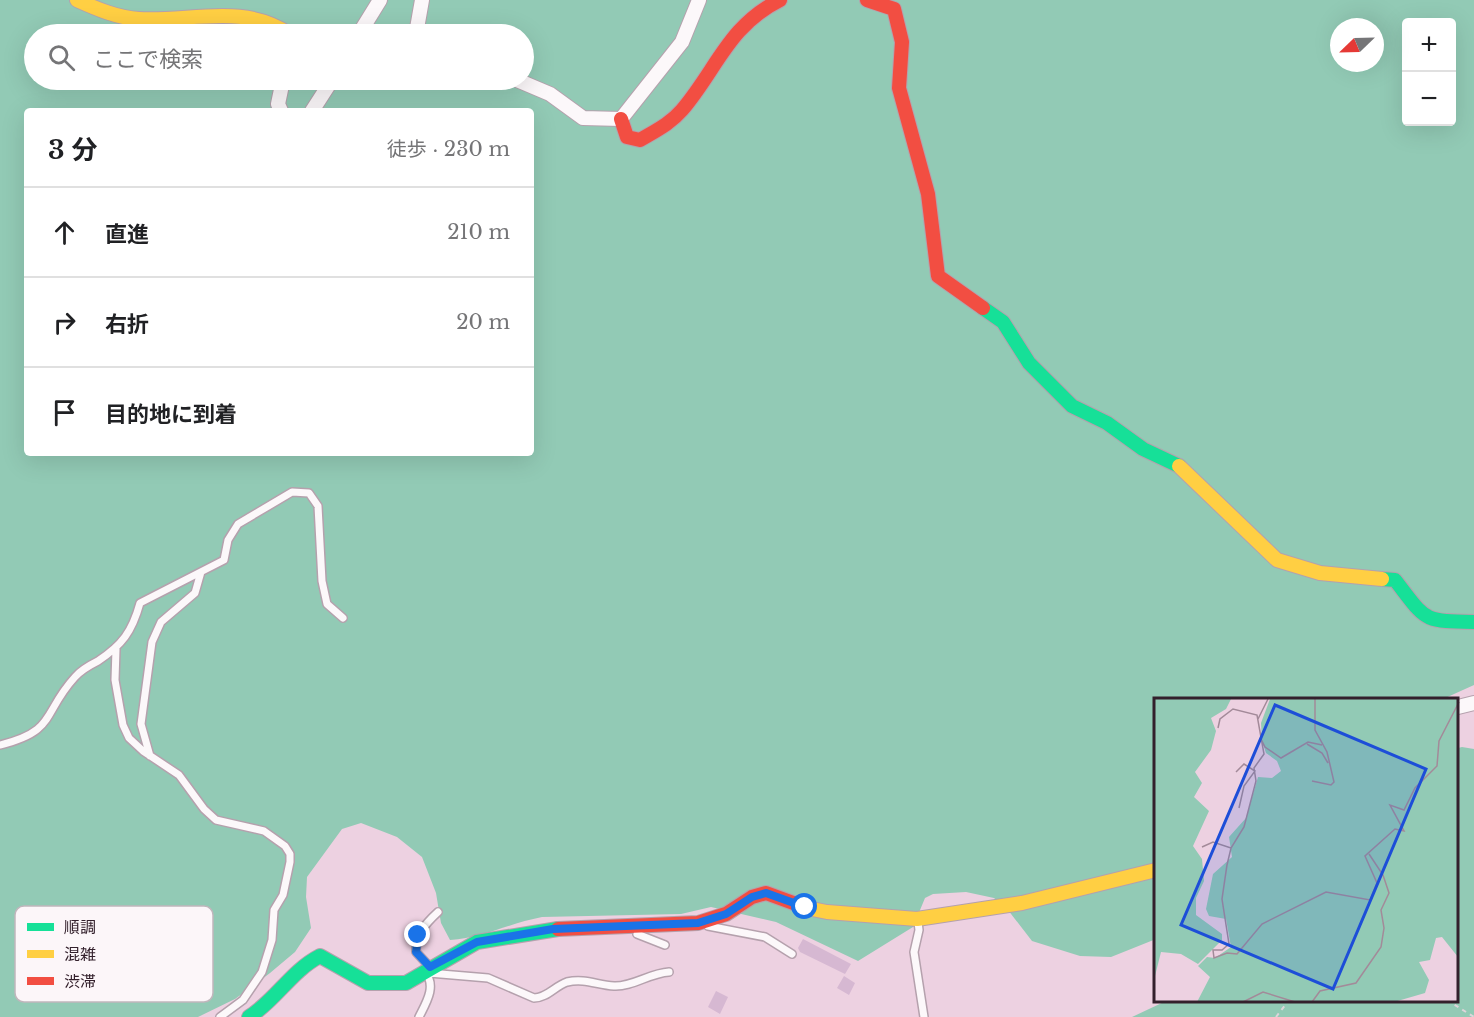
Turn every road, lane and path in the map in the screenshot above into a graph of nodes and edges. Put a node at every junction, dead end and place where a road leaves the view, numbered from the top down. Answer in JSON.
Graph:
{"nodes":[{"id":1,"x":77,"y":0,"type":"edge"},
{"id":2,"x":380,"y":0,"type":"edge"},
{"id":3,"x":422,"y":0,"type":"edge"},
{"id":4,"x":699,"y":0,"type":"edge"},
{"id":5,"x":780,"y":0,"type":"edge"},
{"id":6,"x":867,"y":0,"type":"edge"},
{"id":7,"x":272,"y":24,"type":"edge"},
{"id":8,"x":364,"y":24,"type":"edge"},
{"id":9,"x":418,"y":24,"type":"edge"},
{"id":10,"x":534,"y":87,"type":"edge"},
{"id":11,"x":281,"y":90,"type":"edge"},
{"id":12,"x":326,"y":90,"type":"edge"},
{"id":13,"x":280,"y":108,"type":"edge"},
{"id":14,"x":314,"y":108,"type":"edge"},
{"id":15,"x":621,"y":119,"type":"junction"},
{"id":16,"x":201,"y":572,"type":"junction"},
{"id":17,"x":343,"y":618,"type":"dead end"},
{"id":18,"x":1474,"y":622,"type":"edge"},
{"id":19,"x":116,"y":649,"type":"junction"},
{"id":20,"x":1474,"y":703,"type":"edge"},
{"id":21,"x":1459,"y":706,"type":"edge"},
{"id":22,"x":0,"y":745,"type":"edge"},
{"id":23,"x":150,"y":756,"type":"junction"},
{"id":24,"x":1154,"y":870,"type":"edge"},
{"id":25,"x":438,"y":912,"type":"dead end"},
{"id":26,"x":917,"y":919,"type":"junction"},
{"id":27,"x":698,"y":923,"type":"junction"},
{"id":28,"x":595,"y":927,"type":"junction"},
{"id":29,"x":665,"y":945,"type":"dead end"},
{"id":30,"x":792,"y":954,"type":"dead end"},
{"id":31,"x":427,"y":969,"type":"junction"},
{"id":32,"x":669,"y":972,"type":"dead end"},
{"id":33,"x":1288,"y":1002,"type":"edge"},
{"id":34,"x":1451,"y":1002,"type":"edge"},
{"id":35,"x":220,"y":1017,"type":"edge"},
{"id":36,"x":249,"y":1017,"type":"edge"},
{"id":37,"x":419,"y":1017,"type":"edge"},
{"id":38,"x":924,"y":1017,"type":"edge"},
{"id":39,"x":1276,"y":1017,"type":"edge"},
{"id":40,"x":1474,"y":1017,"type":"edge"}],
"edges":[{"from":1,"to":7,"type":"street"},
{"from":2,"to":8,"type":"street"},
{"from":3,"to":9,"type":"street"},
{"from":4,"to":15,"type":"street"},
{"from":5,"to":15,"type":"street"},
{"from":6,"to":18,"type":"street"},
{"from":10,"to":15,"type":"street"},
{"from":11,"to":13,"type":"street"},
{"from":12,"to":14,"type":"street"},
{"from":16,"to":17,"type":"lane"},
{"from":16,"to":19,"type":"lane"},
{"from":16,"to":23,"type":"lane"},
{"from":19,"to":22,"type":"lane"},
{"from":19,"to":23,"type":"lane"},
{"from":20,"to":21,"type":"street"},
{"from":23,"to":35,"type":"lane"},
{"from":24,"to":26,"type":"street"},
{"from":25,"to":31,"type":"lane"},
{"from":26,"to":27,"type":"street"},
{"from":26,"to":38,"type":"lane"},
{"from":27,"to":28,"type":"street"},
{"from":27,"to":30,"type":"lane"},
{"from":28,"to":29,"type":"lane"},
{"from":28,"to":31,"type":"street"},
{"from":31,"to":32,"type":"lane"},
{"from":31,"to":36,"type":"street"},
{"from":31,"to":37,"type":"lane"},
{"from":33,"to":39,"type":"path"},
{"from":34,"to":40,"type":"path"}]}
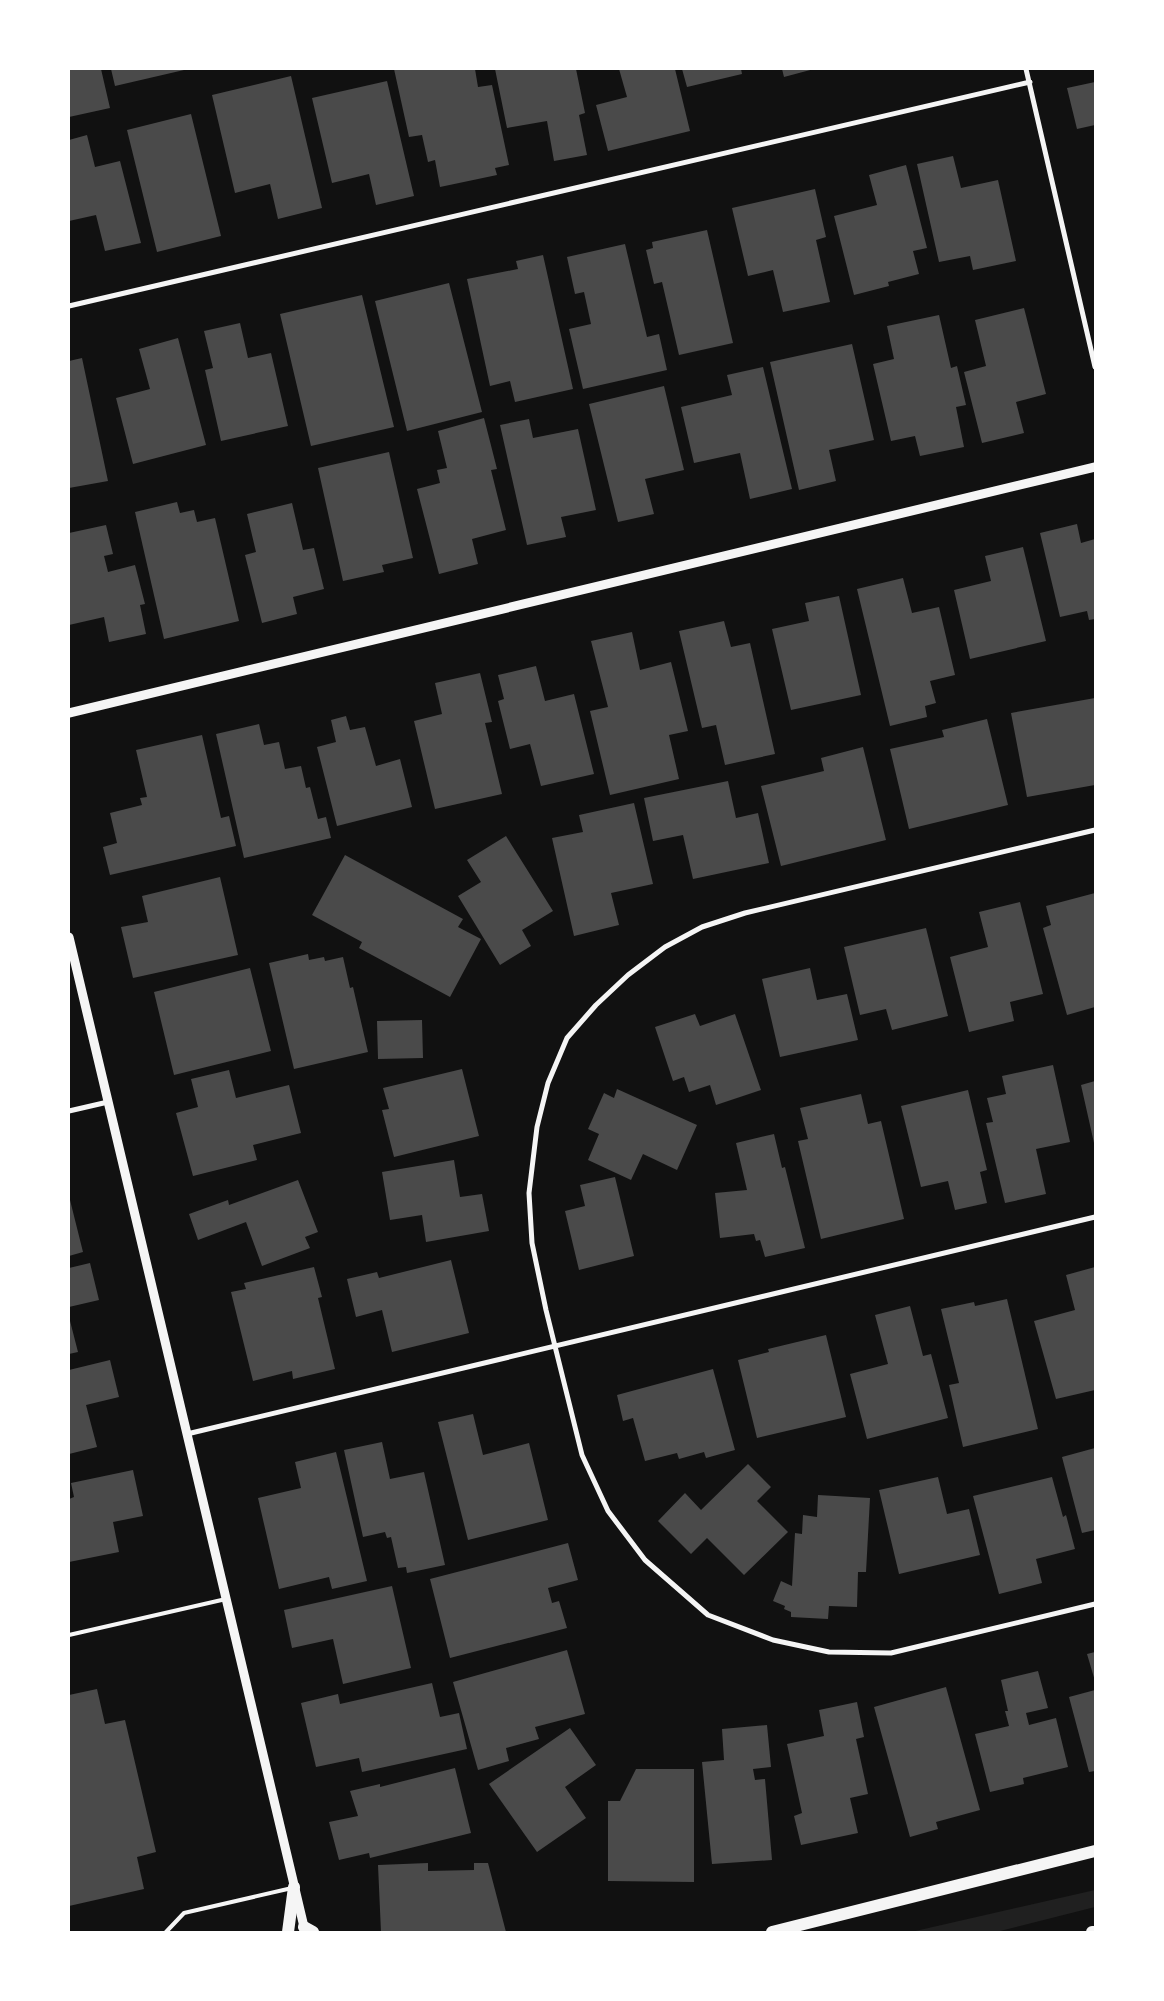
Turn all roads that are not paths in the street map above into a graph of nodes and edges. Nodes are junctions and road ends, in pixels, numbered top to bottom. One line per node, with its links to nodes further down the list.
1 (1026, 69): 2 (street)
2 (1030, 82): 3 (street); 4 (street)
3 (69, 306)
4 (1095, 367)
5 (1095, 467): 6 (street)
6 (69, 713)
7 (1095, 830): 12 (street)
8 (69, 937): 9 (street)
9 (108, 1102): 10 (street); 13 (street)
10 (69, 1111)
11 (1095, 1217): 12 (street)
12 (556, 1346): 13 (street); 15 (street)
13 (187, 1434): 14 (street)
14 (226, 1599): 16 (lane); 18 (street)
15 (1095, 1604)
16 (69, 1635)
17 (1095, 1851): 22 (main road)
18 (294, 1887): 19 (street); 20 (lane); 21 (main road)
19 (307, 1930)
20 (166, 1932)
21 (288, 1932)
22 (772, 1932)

● **Work task**:
Give the number of lines in the records that contain the string "main", and write nothing besides that number.

● **Answer space**:
2